→ **Source information**:
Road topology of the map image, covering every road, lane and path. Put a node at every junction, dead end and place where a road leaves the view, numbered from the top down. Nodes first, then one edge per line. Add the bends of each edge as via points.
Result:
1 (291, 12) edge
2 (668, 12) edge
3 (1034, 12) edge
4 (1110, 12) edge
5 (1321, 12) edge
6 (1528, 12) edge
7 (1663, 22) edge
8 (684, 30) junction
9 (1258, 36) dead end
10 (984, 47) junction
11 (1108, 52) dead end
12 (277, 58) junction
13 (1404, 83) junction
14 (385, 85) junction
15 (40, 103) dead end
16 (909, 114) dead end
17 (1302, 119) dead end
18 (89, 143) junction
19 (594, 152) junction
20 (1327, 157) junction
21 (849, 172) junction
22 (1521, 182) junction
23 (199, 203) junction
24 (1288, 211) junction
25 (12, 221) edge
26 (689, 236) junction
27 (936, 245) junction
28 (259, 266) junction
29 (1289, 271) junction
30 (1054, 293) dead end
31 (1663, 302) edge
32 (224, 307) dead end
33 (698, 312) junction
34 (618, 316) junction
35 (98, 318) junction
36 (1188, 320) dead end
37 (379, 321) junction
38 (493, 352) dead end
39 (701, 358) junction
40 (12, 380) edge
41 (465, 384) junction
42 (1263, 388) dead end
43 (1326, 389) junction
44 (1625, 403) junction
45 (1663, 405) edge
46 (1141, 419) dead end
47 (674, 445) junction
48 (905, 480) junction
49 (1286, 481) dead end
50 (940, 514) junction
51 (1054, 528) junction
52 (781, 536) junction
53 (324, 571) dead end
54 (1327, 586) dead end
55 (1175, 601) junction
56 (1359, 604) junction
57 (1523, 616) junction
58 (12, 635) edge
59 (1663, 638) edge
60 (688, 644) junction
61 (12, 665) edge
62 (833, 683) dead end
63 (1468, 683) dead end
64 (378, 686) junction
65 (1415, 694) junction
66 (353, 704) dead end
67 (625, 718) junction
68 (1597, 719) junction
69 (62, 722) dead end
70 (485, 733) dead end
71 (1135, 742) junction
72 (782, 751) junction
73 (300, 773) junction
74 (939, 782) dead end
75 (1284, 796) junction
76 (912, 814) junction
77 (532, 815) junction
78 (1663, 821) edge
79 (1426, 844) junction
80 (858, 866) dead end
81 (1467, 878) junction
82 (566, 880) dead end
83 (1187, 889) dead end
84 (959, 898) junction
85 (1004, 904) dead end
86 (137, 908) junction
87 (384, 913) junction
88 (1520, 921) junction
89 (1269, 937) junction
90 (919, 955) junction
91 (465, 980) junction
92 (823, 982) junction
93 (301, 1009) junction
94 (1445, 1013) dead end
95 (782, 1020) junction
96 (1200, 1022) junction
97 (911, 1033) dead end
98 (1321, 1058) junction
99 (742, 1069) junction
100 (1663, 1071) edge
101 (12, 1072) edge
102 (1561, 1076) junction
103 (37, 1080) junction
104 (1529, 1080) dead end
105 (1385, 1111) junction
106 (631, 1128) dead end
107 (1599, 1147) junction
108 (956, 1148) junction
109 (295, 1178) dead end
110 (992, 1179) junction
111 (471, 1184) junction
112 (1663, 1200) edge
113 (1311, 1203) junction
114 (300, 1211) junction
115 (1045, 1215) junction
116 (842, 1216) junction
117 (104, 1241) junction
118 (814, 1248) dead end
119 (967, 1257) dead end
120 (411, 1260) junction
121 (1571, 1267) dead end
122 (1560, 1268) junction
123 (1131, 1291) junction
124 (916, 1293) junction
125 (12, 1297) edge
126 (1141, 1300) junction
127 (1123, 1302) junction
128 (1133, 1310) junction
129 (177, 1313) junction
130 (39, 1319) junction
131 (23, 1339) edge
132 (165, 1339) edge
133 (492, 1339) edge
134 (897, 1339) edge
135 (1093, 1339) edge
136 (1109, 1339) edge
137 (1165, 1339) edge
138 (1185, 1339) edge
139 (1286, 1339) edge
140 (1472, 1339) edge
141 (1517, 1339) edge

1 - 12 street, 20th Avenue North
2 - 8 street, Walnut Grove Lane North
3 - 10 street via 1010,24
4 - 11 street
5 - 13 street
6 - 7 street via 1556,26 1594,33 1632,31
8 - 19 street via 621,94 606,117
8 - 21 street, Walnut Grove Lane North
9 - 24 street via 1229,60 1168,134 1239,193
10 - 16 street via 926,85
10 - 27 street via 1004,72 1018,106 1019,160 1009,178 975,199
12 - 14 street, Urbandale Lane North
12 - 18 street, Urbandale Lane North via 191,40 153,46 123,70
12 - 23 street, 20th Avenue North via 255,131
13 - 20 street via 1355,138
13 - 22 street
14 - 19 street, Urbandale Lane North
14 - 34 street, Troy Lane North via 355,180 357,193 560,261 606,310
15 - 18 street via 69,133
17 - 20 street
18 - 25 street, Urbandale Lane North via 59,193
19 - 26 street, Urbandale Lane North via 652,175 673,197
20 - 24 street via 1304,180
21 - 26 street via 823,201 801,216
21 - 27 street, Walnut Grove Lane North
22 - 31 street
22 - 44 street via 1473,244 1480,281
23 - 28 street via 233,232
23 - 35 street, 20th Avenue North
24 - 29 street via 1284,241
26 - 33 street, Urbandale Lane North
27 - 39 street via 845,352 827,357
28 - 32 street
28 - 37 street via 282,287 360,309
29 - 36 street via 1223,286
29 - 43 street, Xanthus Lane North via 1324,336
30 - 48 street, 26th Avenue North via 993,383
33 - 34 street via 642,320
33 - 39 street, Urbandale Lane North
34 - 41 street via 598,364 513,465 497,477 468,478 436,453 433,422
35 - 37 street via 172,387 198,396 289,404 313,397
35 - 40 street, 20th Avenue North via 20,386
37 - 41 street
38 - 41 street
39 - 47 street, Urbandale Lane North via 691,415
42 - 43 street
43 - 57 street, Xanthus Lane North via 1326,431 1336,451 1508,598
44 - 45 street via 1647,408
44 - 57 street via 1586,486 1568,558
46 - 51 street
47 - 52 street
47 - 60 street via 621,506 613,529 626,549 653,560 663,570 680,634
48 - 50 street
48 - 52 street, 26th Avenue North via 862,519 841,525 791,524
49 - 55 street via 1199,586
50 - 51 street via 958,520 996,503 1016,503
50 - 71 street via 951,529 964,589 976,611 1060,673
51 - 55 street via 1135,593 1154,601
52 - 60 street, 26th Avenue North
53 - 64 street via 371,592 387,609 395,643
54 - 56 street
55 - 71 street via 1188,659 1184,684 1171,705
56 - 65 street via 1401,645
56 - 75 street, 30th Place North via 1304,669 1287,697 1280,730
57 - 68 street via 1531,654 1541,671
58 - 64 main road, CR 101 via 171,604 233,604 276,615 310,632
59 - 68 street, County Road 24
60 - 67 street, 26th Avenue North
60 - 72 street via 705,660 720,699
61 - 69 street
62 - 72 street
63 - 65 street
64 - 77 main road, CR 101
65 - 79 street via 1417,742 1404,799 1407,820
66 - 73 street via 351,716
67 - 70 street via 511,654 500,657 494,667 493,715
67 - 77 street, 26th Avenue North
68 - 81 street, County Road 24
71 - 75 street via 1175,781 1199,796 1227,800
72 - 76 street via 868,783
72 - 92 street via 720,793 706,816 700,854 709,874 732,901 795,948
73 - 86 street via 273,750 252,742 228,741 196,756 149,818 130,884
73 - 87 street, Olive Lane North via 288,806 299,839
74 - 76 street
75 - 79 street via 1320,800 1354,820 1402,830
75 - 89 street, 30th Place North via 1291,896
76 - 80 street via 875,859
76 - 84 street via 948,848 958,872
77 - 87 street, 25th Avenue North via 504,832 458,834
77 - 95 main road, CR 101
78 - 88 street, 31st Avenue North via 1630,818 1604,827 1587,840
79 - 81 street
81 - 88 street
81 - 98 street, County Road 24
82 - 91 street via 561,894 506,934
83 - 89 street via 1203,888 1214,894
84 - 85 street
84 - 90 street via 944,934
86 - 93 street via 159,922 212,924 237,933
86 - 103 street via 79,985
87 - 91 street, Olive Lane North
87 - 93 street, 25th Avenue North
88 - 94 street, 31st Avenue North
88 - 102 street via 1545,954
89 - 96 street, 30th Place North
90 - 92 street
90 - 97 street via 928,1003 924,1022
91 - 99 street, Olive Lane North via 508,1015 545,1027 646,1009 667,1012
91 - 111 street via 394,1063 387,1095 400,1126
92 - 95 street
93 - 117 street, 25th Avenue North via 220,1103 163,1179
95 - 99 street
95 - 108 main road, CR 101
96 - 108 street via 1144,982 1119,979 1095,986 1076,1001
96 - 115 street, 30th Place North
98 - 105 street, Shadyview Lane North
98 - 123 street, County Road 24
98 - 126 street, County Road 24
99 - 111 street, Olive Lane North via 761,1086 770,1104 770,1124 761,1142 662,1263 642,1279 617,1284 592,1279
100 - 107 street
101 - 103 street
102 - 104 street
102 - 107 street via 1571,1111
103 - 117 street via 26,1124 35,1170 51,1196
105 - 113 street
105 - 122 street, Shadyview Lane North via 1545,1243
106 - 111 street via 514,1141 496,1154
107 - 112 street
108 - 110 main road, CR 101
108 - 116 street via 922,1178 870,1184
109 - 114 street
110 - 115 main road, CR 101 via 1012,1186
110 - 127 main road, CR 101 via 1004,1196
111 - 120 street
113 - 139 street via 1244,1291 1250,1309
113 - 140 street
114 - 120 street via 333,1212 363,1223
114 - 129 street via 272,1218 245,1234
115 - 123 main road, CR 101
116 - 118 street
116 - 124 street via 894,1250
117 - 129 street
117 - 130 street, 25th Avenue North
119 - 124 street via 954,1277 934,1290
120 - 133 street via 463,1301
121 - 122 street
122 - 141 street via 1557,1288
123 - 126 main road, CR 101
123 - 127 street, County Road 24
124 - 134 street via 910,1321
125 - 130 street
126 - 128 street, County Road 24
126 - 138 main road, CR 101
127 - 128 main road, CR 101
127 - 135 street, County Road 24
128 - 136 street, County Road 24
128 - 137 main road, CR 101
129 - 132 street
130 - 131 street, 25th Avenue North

→ **Task brief**: In the records above, find every line containing the word "Urbandale" and show it.

→ **Output**:
12 - 14 street, Urbandale Lane North
12 - 18 street, Urbandale Lane North via 191,40 153,46 123,70
14 - 19 street, Urbandale Lane North
18 - 25 street, Urbandale Lane North via 59,193
19 - 26 street, Urbandale Lane North via 652,175 673,197
26 - 33 street, Urbandale Lane North
33 - 39 street, Urbandale Lane North
39 - 47 street, Urbandale Lane North via 691,415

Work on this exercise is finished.